International actors called for Rwanda to pursue diplomatic resolution. On sidelines of 30-year Rwandan genocide commemorations in capital Kigali, South African President Cyril Ramaphosa 6 April met with President Kagame amid strained ties over former’s contribution of troops to southern African bloc (SADC) mission in DR Congo (DRC); Ramaphosa next day said both leaders emphasised need for political solution over military action. Mauritanian President and AU Head Mohamed El Ghazouani held similar discussions with Kagame, seeking to facilitate dialogue and secure ceasefire in eastern DRC. Meanwhile, French President Emmanuel Macron 23 April called for dialogue between Kagame and his Congolese counterpart Félix Tshisekedi and urged respect for DRC “territorial integrity” during call with Rwandan president.

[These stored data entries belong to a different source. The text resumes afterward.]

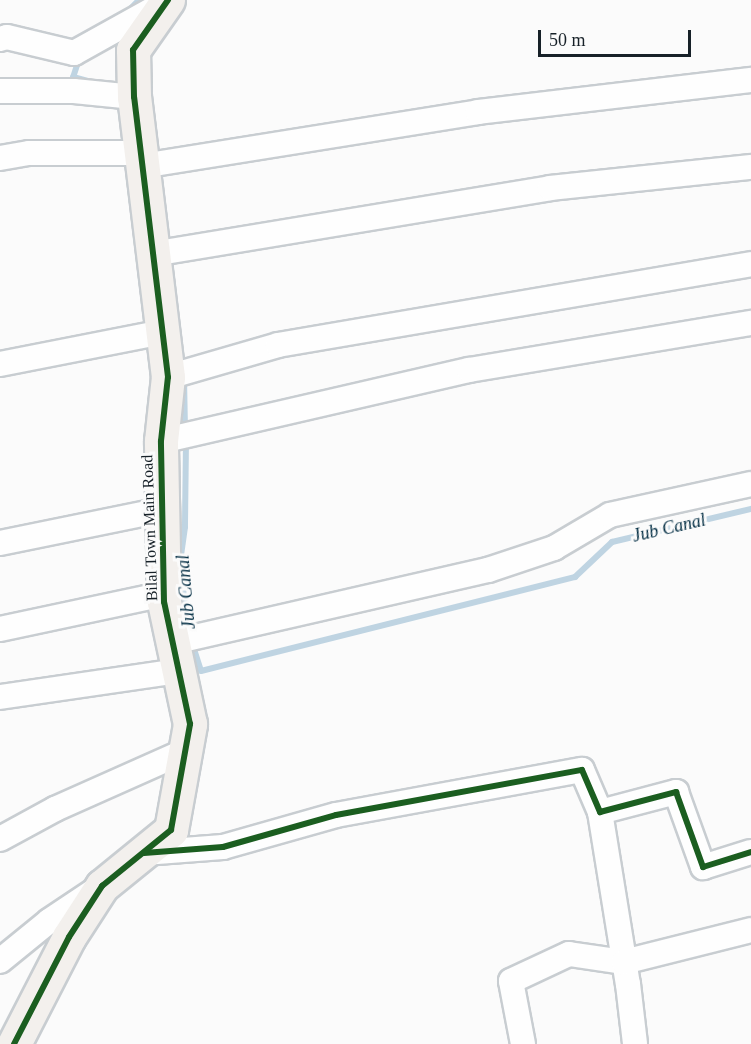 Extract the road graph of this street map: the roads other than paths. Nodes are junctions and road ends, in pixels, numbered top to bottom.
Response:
1 (169, 0) edge
2 (0, 39) edge
3 (751, 80) edge
4 (0, 91) edge
5 (134, 97) junction
6 (0, 158) edge
7 (141, 159) junction
8 (751, 167) edge
9 (153, 254) junction
10 (751, 264) edge
11 (751, 323) edge
12 (163, 332) junction
13 (0, 364) edge
14 (168, 377) junction
15 (161, 441) junction
16 (751, 484) edge
17 (162, 510) junction
18 (0, 543) edge
19 (164, 594) junction
20 (0, 629) edge
21 (176, 657) junction
22 (0, 697) edge
23 (185, 751) junction
24 (600, 812) junction
25 (0, 839) edge
26 (144, 852) junction
27 (751, 852) edge
28 (102, 886) junction
29 (751, 930) edge
30 (0, 961) edge
31 (624, 962) junction
32 (14, 1044) edge
33 (523, 1044) edge
34 (634, 1044) edge

1 - 2 street
1 - 5 street, Bilal Town Main Road
3 - 7 street
4 - 5 street
5 - 7 street, Bilal Town Main Road
6 - 7 street
7 - 9 street, Bilal Town Main Road
8 - 9 street
9 - 12 street, Bilal Town Main Road
10 - 14 street
11 - 15 street
12 - 13 street
12 - 14 street, Bilal Town Main Road
14 - 15 street, Bilal Town Main Road
15 - 17 street, Bilal Town Main Road
16 - 21 street
17 - 18 street
17 - 19 street, Bilal Town Main Road
19 - 20 street
19 - 21 street, Bilal Town Main Road
21 - 22 street
21 - 23 street, Bilal Town Main Road
23 - 25 street
23 - 26 street, Bilal Town Main Road
24 - 26 street
24 - 27 street
24 - 31 street
26 - 28 street, Bilal Town Main Road
28 - 30 street
28 - 32 street, Bilal Town Main Road
29 - 31 street
31 - 33 street
31 - 34 street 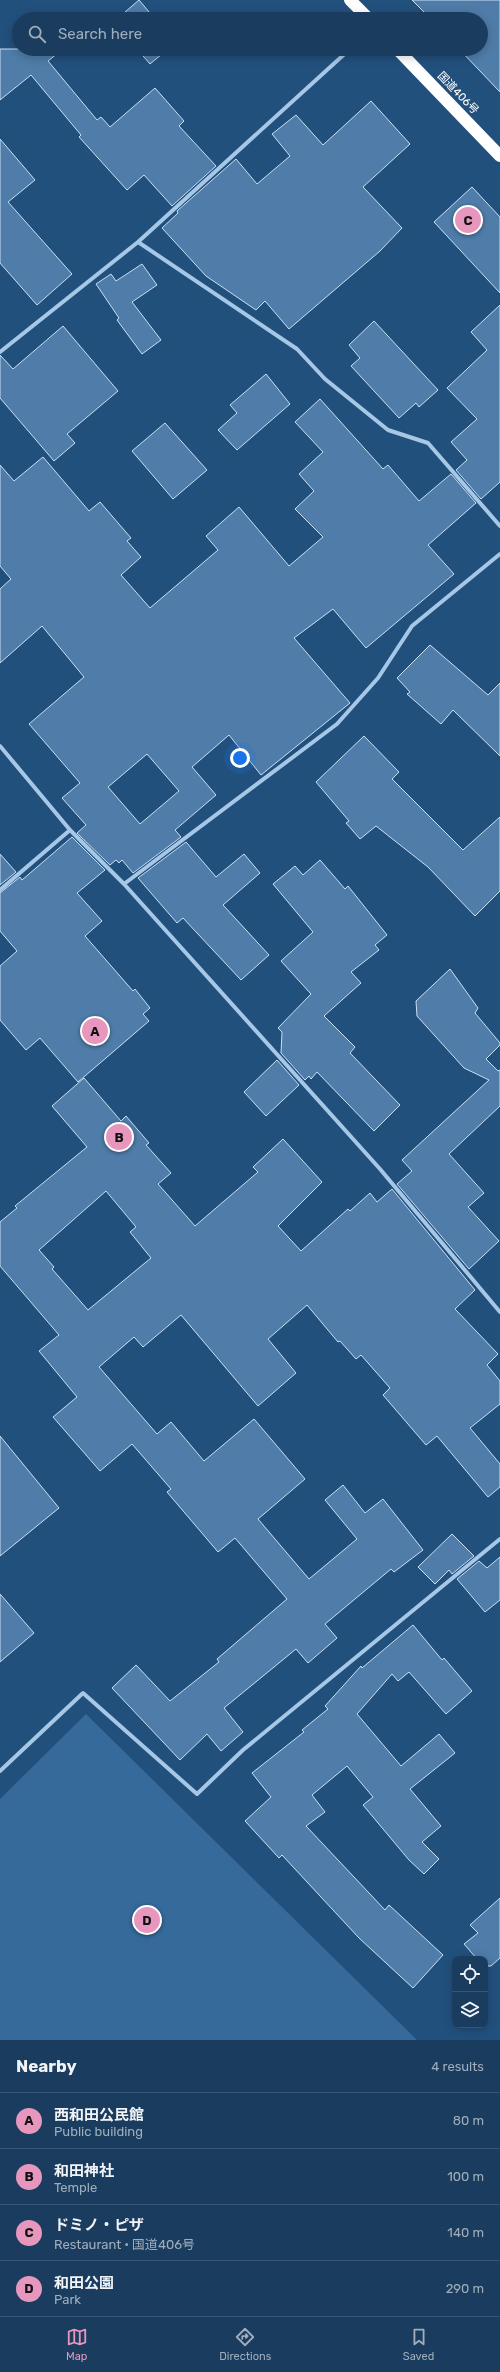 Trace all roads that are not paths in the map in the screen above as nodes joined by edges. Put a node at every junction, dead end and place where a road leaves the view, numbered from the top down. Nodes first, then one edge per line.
1 (350, 0) edge
2 (362, 12) edge
3 (342, 56) edge
4 (404, 56) edge
5 (500, 156) edge
6 (138, 242) junction
7 (0, 352) edge
8 (500, 526) edge
9 (500, 554) edge
10 (0, 746) edge
11 (70, 830) junction
12 (124, 884) junction
13 (0, 890) edge
14 (500, 1312) edge
15 (500, 1539) edge
16 (0, 1772) edge

1 - 2 highway
3 - 6 street
4 - 5 highway, 国道406号
6 - 7 street
6 - 8 street
9 - 12 street
10 - 11 street
11 - 12 street
11 - 13 street
12 - 14 street
15 - 16 street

Tensions remained high over Kigali’s role in DRC. Kagame 8 April said Congolese M23 rebels only existed as they were “denied their rights as citizens” and those accusing Rwanda of supporting group should themselves be accused of “not supporting M23” due to “injustice” done to community. Belgian ambassador to Kinshasa Roxane de Bilderling 19 April argued DRC could lodge formal complaint with International Court of Justice (ICJ) against Rwanda; Rwandan govt rejected suggestions, saying instead “DRC should take Belgium to ICJ”. Meanwhileduring Tshisekedi’s official visit to France, Congolese president 29 April denounced “predatory and expansionist ambitions” of unnamed countries while Macron next day called on Kigali to end “support for M23 and withdraw its forces from Congolese territory”.